** Opening Data to process block **

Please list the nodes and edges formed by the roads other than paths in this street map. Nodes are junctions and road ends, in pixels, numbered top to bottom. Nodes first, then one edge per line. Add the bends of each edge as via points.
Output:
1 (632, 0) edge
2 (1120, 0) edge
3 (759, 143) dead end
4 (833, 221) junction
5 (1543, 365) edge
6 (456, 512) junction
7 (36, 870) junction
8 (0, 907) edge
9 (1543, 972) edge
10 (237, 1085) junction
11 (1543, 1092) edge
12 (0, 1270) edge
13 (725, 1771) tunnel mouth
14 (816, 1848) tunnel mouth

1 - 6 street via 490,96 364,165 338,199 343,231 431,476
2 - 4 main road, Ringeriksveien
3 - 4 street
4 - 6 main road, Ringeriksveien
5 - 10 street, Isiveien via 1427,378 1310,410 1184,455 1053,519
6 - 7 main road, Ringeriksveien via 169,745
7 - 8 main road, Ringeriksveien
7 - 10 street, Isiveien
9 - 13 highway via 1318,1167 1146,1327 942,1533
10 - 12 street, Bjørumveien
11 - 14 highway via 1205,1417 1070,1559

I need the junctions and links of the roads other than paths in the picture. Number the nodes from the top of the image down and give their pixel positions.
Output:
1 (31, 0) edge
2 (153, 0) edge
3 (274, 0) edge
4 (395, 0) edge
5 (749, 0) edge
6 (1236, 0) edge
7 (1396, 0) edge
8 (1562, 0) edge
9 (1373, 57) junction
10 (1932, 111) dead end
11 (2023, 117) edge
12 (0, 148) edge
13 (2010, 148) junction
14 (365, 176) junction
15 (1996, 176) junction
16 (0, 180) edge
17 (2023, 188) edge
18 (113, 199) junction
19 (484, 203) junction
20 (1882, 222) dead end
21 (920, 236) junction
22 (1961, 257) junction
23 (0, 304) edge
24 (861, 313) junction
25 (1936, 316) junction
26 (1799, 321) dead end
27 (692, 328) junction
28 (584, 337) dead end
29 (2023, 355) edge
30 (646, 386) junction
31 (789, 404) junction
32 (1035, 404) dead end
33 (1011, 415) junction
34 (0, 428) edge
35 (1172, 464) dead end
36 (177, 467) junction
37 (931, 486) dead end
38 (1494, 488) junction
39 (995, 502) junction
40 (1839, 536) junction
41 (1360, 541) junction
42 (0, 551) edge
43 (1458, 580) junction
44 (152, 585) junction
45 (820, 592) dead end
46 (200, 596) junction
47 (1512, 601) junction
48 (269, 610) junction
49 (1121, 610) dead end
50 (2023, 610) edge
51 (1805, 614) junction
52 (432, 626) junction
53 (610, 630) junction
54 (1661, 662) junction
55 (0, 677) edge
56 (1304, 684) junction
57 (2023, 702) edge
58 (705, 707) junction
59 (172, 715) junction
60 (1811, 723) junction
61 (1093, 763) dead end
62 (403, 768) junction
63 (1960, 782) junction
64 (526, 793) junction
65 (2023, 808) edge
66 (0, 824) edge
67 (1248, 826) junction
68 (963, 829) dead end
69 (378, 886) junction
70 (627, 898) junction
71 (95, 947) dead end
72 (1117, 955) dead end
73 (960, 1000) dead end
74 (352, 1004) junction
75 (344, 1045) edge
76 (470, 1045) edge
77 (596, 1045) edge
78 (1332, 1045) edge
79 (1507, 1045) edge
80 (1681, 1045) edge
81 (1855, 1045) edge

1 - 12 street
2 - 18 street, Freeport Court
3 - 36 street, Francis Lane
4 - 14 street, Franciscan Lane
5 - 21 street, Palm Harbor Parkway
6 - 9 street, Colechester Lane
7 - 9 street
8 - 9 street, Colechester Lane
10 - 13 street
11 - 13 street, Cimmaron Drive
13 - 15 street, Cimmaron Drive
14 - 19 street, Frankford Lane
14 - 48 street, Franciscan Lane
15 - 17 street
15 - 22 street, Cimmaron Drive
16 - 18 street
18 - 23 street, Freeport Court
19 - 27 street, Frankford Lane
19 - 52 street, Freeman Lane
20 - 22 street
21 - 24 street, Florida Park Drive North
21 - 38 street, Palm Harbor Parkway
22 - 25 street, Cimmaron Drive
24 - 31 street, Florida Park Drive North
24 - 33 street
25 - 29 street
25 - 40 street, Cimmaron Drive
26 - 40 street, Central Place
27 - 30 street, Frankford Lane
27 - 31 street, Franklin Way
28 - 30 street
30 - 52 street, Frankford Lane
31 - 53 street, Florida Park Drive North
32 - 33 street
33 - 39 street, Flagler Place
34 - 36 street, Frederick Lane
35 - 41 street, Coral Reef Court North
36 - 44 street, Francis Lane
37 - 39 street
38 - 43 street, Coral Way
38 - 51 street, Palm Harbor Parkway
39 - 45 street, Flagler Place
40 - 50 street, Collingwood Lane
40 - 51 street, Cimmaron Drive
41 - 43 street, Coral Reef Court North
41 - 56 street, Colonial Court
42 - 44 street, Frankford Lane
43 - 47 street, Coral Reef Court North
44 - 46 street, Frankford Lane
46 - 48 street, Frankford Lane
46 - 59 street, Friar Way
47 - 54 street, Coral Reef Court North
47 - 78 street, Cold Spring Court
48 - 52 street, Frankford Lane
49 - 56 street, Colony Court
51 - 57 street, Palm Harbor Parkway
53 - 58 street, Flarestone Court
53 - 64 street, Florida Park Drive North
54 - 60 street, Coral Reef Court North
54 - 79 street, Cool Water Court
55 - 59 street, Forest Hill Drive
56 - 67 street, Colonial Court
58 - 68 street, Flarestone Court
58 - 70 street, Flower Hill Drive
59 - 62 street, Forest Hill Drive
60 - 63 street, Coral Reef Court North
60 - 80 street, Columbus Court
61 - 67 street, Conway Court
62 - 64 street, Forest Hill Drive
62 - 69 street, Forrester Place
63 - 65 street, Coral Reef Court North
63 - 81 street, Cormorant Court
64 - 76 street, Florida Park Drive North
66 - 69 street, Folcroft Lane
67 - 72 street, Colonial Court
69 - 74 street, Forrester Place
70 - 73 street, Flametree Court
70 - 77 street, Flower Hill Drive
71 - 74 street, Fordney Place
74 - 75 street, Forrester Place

** Closing Data to process block **

Problem to work on —
Please write out the records above once more, exactly and completely.

Exercise solution —
Please list the nodes and edges formed by the roads other than paths in this street map. Nodes are junctions and road ends, in pixels, numbered top to bottom. Nodes first, then one edge per line. Add the bends of each edge as via points.
Output:
1 (632, 0) edge
2 (1120, 0) edge
3 (759, 143) dead end
4 (833, 221) junction
5 (1543, 365) edge
6 (456, 512) junction
7 (36, 870) junction
8 (0, 907) edge
9 (1543, 972) edge
10 (237, 1085) junction
11 (1543, 1092) edge
12 (0, 1270) edge
13 (725, 1771) tunnel mouth
14 (816, 1848) tunnel mouth

1 - 6 street via 490,96 364,165 338,199 343,231 431,476
2 - 4 main road, Ringeriksveien
3 - 4 street
4 - 6 main road, Ringeriksveien
5 - 10 street, Isiveien via 1427,378 1310,410 1184,455 1053,519
6 - 7 main road, Ringeriksveien via 169,745
7 - 8 main road, Ringeriksveien
7 - 10 street, Isiveien
9 - 13 highway via 1318,1167 1146,1327 942,1533
10 - 12 street, Bjørumveien
11 - 14 highway via 1205,1417 1070,1559

I need the junctions and links of the roads other than paths in the picture. Number the nodes from the top of the image down and give their pixel positions.
Output:
1 (31, 0) edge
2 (153, 0) edge
3 (274, 0) edge
4 (395, 0) edge
5 (749, 0) edge
6 (1236, 0) edge
7 (1396, 0) edge
8 (1562, 0) edge
9 (1373, 57) junction
10 (1932, 111) dead end
11 (2023, 117) edge
12 (0, 148) edge
13 (2010, 148) junction
14 (365, 176) junction
15 (1996, 176) junction
16 (0, 180) edge
17 (2023, 188) edge
18 (113, 199) junction
19 (484, 203) junction
20 (1882, 222) dead end
21 (920, 236) junction
22 (1961, 257) junction
23 (0, 304) edge
24 (861, 313) junction
25 (1936, 316) junction
26 (1799, 321) dead end
27 (692, 328) junction
28 (584, 337) dead end
29 (2023, 355) edge
30 (646, 386) junction
31 (789, 404) junction
32 (1035, 404) dead end
33 (1011, 415) junction
34 (0, 428) edge
35 (1172, 464) dead end
36 (177, 467) junction
37 (931, 486) dead end
38 (1494, 488) junction
39 (995, 502) junction
40 (1839, 536) junction
41 (1360, 541) junction
42 (0, 551) edge
43 (1458, 580) junction
44 (152, 585) junction
45 (820, 592) dead end
46 (200, 596) junction
47 (1512, 601) junction
48 (269, 610) junction
49 (1121, 610) dead end
50 (2023, 610) edge
51 (1805, 614) junction
52 (432, 626) junction
53 (610, 630) junction
54 (1661, 662) junction
55 (0, 677) edge
56 (1304, 684) junction
57 (2023, 702) edge
58 (705, 707) junction
59 (172, 715) junction
60 (1811, 723) junction
61 (1093, 763) dead end
62 (403, 768) junction
63 (1960, 782) junction
64 (526, 793) junction
65 (2023, 808) edge
66 (0, 824) edge
67 (1248, 826) junction
68 (963, 829) dead end
69 (378, 886) junction
70 (627, 898) junction
71 (95, 947) dead end
72 (1117, 955) dead end
73 (960, 1000) dead end
74 (352, 1004) junction
75 (344, 1045) edge
76 (470, 1045) edge
77 (596, 1045) edge
78 (1332, 1045) edge
79 (1507, 1045) edge
80 (1681, 1045) edge
81 (1855, 1045) edge

1 - 12 street
2 - 18 street, Freeport Court
3 - 36 street, Francis Lane
4 - 14 street, Franciscan Lane
5 - 21 street, Palm Harbor Parkway
6 - 9 street, Colechester Lane
7 - 9 street
8 - 9 street, Colechester Lane
10 - 13 street
11 - 13 street, Cimmaron Drive
13 - 15 street, Cimmaron Drive
14 - 19 street, Frankford Lane
14 - 48 street, Franciscan Lane
15 - 17 street
15 - 22 street, Cimmaron Drive
16 - 18 street
18 - 23 street, Freeport Court
19 - 27 street, Frankford Lane
19 - 52 street, Freeman Lane
20 - 22 street
21 - 24 street, Florida Park Drive North
21 - 38 street, Palm Harbor Parkway
22 - 25 street, Cimmaron Drive
24 - 31 street, Florida Park Drive North
24 - 33 street
25 - 29 street
25 - 40 street, Cimmaron Drive
26 - 40 street, Central Place
27 - 30 street, Frankford Lane
27 - 31 street, Franklin Way
28 - 30 street
30 - 52 street, Frankford Lane
31 - 53 street, Florida Park Drive North
32 - 33 street
33 - 39 street, Flagler Place
34 - 36 street, Frederick Lane
35 - 41 street, Coral Reef Court North
36 - 44 street, Francis Lane
37 - 39 street
38 - 43 street, Coral Way
38 - 51 street, Palm Harbor Parkway
39 - 45 street, Flagler Place
40 - 50 street, Collingwood Lane
40 - 51 street, Cimmaron Drive
41 - 43 street, Coral Reef Court North
41 - 56 street, Colonial Court
42 - 44 street, Frankford Lane
43 - 47 street, Coral Reef Court North
44 - 46 street, Frankford Lane
46 - 48 street, Frankford Lane
46 - 59 street, Friar Way
47 - 54 street, Coral Reef Court North
47 - 78 street, Cold Spring Court
48 - 52 street, Frankford Lane
49 - 56 street, Colony Court
51 - 57 street, Palm Harbor Parkway
53 - 58 street, Flarestone Court
53 - 64 street, Florida Park Drive North
54 - 60 street, Coral Reef Court North
54 - 79 street, Cool Water Court
55 - 59 street, Forest Hill Drive
56 - 67 street, Colonial Court
58 - 68 street, Flarestone Court
58 - 70 street, Flower Hill Drive
59 - 62 street, Forest Hill Drive
60 - 63 street, Coral Reef Court North
60 - 80 street, Columbus Court
61 - 67 street, Conway Court
62 - 64 street, Forest Hill Drive
62 - 69 street, Forrester Place
63 - 65 street, Coral Reef Court North
63 - 81 street, Cormorant Court
64 - 76 street, Florida Park Drive North
66 - 69 street, Folcroft Lane
67 - 72 street, Colonial Court
69 - 74 street, Forrester Place
70 - 73 street, Flametree Court
70 - 77 street, Flower Hill Drive
71 - 74 street, Fordney Place
74 - 75 street, Forrester Place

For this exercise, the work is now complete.